8 En el contexto analizado, el superior detenta el monopolio de lo que se hace con los cuerpos de quienes ingresan: Saltar cuando él lo ordena, ir "cuerpo a tierra" siempre que él lo quiera, correr el tiempo que él decida (aunque el cuerpo no resista), no hacen sino establecer y afianzar una relación donde el cuerpo, y uno mismo, está totalmente sometido a las decisiones —muchas veces arbitrarias— de un superior (Sirimarco, 2004a).

9 Las milongas constituyen, muchas veces, prácticas extremas. En algunas ocasiones, la existencia de distintas variables —extrema rigurosidad, determinadas condiciones climáticas— se conjugan para producir resultados funestos. De hecho, a principios de 2005 un cabo de la Policía de la Provincia de Corrientes murió en un hospital local, a causa —se sospecha— de un baile al que fue sometido durante un entrenamiento. El diario La Capital del 23 de marzo de 2005 informa que el 7 de ese mes César Eduardo Torres, de 26 años, participó, junto a otros suboficiales aspirantes a oficiales, en un entrenamiento en la Escuela de Policía, soportando una sensación térmica que superaba los 40°. Su padre denunció que la muerte de su hijo estuvo vinculada al entrenamiento excesivo, que le causó un severo cuadro de deshidratación y otras complicaciones generales. César Torres murió tras agonizar 16 días. En febrero de 2007, 17 Cadetes de la PFA debieron ser internados, después de un baile, con severos cuadros de deshidratación y agotamiento muscular.

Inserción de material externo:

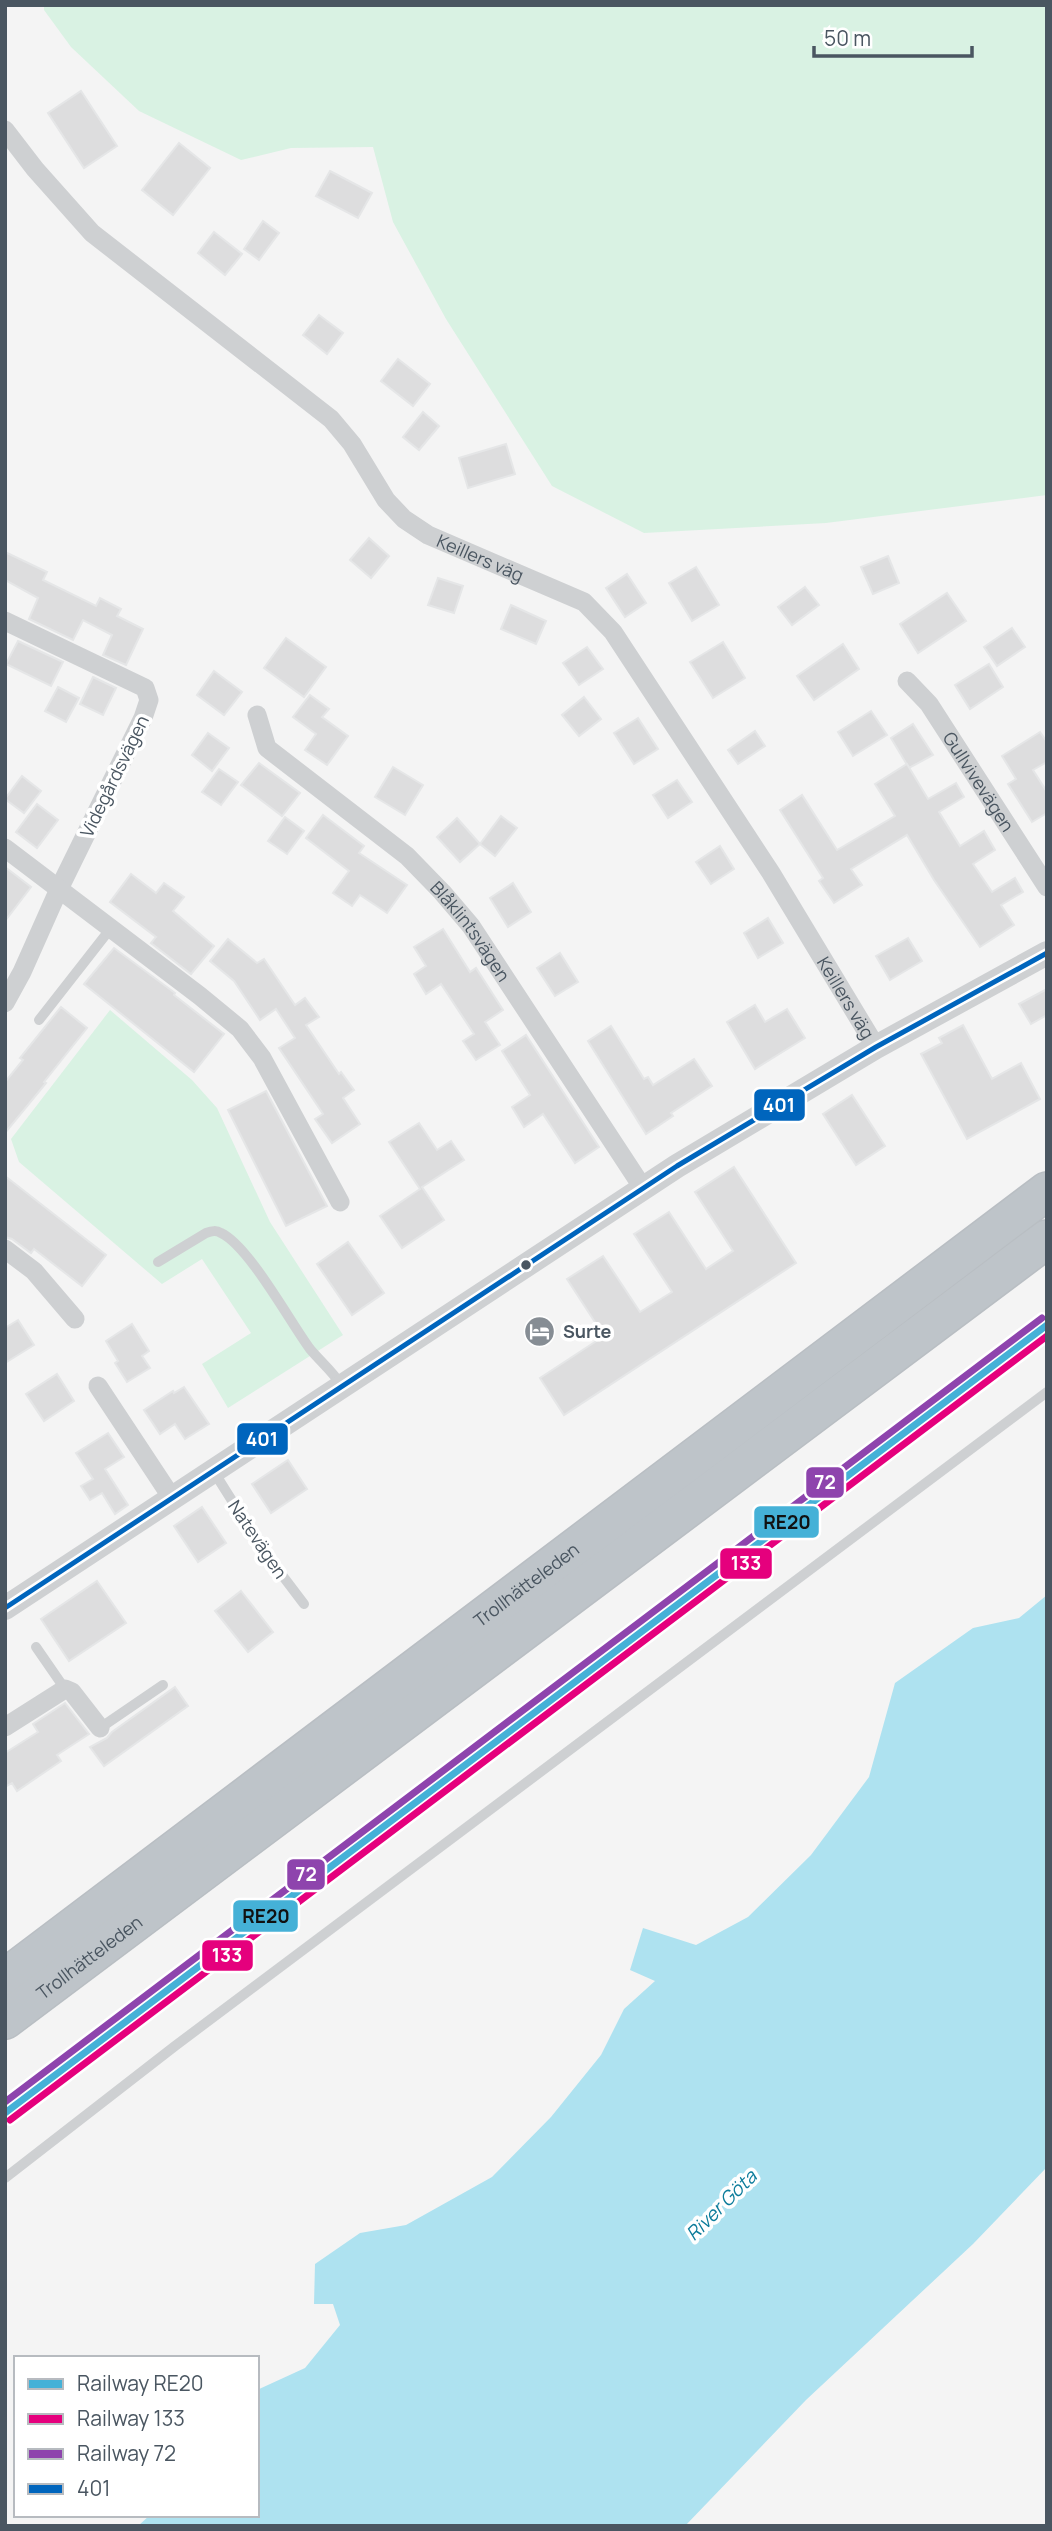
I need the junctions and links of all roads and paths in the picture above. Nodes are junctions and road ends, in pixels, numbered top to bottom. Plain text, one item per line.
1 (5, 130) edge
2 (5, 621) edge
3 (907, 681) dead end
4 (257, 716) dead end
5 (5, 848) edge
6 (1047, 887) edge
7 (59, 889) junction
8 (111, 929) junction
9 (1047, 953) edge
10 (5, 1003) edge
11 (39, 1020) dead end
12 (876, 1047) junction
13 (643, 1188) junction
14 (1047, 1191) edge
15 (340, 1202) dead end
16 (1047, 1239) edge
17 (5, 1249) edge
18 (158, 1262) dead end
19 (75, 1319) dead end
20 (98, 1386) dead end
21 (342, 1386) junction
22 (1047, 1392) edge
23 (214, 1472) junction
24 (172, 1498) junction
25 (304, 1604) dead end
26 (5, 1608) edge
27 (36, 1647) dead end
28 (163, 1685) dead end
29 (65, 1689) junction
30 (5, 1727) edge
31 (100, 1728) joint
32 (5, 1979) edge
33 (5, 2020) edge
34 (5, 2178) edge

1 - 12 street, Keillers väg
2 - 7 street, Videgårdsvägen
3 - 6 street, Gullvivevägen
4 - 13 street, Blåklintsvägen
5 - 7 street
7 - 8 street
7 - 10 street, Videgårdsvägen
8 - 11 lane
8 - 15 street
9 - 12 street
12 - 13 street
13 - 21 street
14 - 32 highway, Trollhätteleden
16 - 33 highway, Trollhätteleden
17 - 19 street
18 - 21 lane
20 - 24 street
21 - 23 street
22 - 34 lane
23 - 24 street
23 - 25 lane, Natevägen
24 - 26 street
27 - 29 lane
28 - 31 lane
29 - 30 street
29 - 31 street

10 El área de instrucción comprende el entrenamiento físico.

11 Se llama fuerza efectiva al total de alumnos de una compañía.

12 Grafa es una tela, fuerte y de algodón, utilizada para la confección de ropa de trabajo (y de uniformes). En Argentina se popularizó su uso para aludir a esta variedad textil, aunque su denominación proviene, en realidad, del nombre de la fábrica que la realizaba (Grafa).

13 Si la apelación al padecimiento resulta efectiva es por estar implícito en la dinámica misma de tales ejercicios y por resultar de hecho uno de sus efectos posibles. De ahí el susto de la instructora y las palabras con que un oficial de la Escuela Villar intentaba proteger a los aspirantes de su Compañía de los riesgos de la instrucción: "Yo no quiero que ningún pelotudo salga herido, quiero que hagan las cosas bien. Yo quiero que todos se reciban, que todos salgan a la calle".

14 El campo semántico que se abre con este epíteto resulta muy interesante, pues deja entrever el espacio denigrante en que se coloca a los ingresantes. Este apelativo, como muchos otros, proviene del ámbito castrense, desde donde, presumiblemente, ha resultado extrapolable al ámbito policial. Así, tagarna es la alusión despectiva con que los militares se refieren a los civiles o bien a los conscriptos y la tropa. Si bien su sentido no resulta claro, un oficial de la PPBA aventuró, cierta vez, la siguiente hipótesis: Que su significado está relacionado con la "tagarnina", una especie de cardo. De ello resultaría una plausible asociación libre entre el hecho de que la milonga se hace entre los cardos y que cadetes y aspirantes —como los cardos— deben arrastrarse y andar por el suelo.